● EXERCISE DESCRIPTION
Go through the data below and return each line where the string "Harrison" appears.
*** Begin section ***
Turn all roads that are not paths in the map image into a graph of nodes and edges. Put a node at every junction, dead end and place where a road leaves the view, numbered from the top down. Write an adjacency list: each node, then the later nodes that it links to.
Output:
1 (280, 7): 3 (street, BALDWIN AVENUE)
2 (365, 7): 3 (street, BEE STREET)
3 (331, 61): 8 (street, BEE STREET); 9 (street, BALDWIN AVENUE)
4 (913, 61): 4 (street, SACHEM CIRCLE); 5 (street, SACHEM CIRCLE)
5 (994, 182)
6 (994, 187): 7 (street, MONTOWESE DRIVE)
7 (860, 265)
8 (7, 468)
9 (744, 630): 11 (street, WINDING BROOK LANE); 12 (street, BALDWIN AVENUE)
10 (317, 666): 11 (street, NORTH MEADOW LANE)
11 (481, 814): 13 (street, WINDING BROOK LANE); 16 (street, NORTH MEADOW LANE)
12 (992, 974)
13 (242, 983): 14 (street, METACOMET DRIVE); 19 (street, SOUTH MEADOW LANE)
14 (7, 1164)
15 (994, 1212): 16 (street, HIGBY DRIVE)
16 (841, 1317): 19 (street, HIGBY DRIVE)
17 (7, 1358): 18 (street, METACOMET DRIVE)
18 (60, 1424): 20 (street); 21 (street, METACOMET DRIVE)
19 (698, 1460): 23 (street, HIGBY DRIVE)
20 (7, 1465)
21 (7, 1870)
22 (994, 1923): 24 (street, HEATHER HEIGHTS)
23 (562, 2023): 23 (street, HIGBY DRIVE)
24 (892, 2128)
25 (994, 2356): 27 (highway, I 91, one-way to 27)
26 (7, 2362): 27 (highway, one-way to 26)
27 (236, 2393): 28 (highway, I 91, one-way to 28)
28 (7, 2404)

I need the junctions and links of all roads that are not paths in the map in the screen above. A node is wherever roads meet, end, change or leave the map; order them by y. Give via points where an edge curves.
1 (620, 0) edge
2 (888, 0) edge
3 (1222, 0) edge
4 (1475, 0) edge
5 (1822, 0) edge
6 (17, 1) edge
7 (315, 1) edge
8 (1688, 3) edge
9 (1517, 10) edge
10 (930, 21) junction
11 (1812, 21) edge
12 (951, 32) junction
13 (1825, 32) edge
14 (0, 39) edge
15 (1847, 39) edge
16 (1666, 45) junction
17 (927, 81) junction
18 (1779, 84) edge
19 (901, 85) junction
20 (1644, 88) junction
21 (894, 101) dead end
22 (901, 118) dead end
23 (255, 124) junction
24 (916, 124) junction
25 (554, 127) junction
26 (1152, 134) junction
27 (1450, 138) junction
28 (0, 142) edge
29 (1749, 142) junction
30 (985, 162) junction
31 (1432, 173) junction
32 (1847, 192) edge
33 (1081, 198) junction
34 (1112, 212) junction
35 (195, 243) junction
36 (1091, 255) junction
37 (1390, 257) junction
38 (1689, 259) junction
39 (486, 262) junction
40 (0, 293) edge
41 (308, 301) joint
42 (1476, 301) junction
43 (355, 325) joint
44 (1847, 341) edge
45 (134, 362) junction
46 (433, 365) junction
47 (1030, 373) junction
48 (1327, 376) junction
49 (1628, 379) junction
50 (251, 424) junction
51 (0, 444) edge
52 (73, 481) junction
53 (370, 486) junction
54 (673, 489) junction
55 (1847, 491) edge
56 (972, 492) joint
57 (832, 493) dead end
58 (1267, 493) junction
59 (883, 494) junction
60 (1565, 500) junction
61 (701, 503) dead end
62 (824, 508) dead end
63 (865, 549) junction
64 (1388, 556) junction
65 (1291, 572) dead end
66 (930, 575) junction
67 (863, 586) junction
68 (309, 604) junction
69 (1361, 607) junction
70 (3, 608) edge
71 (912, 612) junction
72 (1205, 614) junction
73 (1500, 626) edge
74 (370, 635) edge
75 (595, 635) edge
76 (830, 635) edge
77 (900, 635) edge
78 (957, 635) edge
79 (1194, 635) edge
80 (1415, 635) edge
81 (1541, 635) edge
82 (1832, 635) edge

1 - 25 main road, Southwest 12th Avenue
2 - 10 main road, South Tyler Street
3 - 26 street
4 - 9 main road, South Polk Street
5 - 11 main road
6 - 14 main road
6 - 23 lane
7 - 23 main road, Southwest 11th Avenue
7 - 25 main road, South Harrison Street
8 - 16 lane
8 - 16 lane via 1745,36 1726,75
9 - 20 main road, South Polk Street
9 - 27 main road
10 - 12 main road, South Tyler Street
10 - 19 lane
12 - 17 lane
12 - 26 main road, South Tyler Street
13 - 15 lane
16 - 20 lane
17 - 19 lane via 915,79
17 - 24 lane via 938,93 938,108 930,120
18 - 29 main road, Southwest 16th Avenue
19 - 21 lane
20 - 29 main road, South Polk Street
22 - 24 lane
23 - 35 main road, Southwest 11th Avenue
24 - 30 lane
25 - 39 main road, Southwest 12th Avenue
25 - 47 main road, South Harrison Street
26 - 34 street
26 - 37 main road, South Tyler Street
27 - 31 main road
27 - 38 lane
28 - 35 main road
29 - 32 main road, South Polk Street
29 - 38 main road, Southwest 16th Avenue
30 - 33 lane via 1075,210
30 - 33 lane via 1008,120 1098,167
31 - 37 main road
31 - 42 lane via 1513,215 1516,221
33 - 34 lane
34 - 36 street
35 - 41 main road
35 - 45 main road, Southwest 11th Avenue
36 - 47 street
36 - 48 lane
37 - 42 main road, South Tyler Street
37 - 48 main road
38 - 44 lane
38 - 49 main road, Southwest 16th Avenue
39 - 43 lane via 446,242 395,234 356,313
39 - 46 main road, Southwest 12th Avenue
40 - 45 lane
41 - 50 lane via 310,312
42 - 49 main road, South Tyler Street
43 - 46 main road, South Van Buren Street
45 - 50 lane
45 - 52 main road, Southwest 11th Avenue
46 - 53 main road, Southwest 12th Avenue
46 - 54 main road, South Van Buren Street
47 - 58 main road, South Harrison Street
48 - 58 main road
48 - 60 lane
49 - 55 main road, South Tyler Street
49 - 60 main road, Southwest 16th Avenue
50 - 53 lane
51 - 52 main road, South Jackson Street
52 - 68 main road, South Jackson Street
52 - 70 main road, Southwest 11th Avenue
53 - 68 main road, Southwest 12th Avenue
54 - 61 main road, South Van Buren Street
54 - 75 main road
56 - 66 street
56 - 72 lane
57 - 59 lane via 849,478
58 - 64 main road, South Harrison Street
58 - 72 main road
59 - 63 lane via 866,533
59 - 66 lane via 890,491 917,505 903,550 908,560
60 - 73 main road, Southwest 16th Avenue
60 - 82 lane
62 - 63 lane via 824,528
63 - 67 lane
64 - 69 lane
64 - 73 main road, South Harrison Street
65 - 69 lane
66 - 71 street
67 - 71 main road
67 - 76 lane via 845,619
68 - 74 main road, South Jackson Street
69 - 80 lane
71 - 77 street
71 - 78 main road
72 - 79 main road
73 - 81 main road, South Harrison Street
*** End section ***
● SOLUTION FOR THIS EXERCISE
7 - 25 main road, South Harrison Street
25 - 47 main road, South Harrison Street
47 - 58 main road, South Harrison Street
58 - 64 main road, South Harrison Street
64 - 73 main road, South Harrison Street
73 - 81 main road, South Harrison Street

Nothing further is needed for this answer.